Being vulnerable means you don’t hold back from trying something new and taking a risk. If it works – great but if it doesn’t then learn from it.
But the ‘learning from it’ aspect has to be shared and discussed with your colleagues. You might think that you will ‘look silly’ but you won’t. You will look silly if you ‘DIY’ and deny yourself of the support of your colleagues. Being vulnerable is being professionally uncomfortable and sharing it.
As Steve Higgins, Philippa Cordingley and Toby Greany (2015) point out, “Peer support – learning together with peers; reciprocal vulnerability speeds up risk taking.”
Effective professional learning involves good doses of giving and receiving peer support. As Philippa Cordingley at the Centre for the Use of Research & Evidence in Education (CUREE) says,
It is linked with embedding new practices introduced by others, in day to day contexts and providing emotional support through reciprocal vulnerability.
Being an authentic teacher is being vulnerable and being open to mistake-making, risk-taking and saying no to faking it.

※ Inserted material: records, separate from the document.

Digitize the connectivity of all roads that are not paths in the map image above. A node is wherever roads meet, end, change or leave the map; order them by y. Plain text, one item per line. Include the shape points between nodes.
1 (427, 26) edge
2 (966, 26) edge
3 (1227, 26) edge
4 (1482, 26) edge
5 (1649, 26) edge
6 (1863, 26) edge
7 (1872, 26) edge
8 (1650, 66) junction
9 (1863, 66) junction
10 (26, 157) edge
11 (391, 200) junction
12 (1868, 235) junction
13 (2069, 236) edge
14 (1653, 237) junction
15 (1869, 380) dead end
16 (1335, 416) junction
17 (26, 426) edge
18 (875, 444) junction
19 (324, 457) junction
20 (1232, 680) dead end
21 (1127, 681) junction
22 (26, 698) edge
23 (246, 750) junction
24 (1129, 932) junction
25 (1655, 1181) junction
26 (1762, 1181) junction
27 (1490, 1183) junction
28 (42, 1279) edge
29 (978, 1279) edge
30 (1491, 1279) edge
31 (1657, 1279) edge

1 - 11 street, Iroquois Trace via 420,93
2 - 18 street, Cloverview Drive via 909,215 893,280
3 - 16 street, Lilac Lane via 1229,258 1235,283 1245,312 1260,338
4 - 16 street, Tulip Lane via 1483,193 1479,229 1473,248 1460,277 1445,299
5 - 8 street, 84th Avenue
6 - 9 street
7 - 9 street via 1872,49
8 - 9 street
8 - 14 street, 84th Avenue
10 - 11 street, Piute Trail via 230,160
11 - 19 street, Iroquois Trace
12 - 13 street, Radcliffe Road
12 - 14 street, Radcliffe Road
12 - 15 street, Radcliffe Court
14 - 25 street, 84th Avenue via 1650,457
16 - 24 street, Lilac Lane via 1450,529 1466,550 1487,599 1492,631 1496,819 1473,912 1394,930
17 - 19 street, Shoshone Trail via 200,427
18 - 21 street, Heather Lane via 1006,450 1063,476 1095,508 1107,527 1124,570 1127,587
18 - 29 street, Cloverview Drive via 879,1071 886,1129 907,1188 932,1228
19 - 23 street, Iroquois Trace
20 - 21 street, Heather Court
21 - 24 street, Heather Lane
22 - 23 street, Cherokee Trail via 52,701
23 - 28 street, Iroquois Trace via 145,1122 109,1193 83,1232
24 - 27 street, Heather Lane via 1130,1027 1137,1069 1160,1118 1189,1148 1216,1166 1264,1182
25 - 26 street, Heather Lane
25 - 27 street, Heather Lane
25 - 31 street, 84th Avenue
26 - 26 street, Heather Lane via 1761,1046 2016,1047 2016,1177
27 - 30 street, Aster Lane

But teachers can’t do this without support and a rich can-do culture and community of collaboration has to come from and be supported by senior managers who have a growth and coaching mindset.
Our identities and dispositions have a huge impact on our learning but so does the culture of the organisation we belong to. Leaders have got to be vulnerable with others not all ‘alpha’ superheroes.
If you belong to a vulnerable organisation of learners that support each other then you have a healthy learning environment for work-based professional learning and honest growth.
Celebrate your vulnerability and share it widely but don’t try and hide it because its more visible than you think. Imperfection is perfectly fine and essential to your mental health and well-being.
A culture of blame has no place in teaching.